EXERCISE DATA:
┌──

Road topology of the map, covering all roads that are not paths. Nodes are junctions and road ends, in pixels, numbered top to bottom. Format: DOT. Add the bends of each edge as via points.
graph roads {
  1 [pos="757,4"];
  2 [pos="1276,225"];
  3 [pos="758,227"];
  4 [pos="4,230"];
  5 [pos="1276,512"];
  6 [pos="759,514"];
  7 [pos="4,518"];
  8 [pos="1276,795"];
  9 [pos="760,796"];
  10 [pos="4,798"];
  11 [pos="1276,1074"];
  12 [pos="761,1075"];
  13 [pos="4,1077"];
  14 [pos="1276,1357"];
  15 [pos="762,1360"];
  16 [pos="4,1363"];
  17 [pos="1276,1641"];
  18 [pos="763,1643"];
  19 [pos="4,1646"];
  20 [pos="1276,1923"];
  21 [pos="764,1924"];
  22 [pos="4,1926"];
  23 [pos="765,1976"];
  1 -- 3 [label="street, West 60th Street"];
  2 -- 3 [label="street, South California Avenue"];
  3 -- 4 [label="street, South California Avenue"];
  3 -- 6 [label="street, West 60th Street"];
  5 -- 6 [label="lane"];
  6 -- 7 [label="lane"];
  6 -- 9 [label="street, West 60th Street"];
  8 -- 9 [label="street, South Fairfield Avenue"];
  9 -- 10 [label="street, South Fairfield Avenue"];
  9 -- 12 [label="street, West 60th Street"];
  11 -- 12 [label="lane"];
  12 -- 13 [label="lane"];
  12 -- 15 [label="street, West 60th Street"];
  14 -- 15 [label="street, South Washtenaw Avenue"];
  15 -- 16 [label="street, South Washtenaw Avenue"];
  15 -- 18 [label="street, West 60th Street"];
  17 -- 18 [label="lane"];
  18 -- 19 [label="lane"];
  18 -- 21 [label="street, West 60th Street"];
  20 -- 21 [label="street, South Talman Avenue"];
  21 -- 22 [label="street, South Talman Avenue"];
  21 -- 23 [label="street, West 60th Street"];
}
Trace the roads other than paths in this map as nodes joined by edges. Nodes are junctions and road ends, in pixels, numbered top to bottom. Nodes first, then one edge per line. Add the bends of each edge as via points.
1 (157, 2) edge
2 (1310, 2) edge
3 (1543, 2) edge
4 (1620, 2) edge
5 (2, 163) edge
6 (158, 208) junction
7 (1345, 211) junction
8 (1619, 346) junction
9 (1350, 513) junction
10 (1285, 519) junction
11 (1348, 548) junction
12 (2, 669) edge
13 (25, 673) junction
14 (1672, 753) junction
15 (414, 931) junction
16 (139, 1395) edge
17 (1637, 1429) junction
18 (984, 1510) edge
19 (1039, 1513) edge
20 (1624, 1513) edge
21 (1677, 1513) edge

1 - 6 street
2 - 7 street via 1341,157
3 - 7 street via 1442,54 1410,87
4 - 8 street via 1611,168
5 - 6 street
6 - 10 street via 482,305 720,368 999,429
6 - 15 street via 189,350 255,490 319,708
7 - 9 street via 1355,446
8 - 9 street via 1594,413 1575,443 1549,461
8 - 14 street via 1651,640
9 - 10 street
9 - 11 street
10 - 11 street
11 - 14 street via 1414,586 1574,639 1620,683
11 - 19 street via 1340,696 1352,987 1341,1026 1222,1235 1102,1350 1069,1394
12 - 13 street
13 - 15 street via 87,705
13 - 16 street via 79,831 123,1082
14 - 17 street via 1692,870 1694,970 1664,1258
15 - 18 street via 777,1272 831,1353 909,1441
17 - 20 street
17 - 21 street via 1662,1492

└──

EXERCISE DETAILS:
Please report how many lines of the entries above include "roads". Only the number is wanted.

WRITTEN ANSWER:
3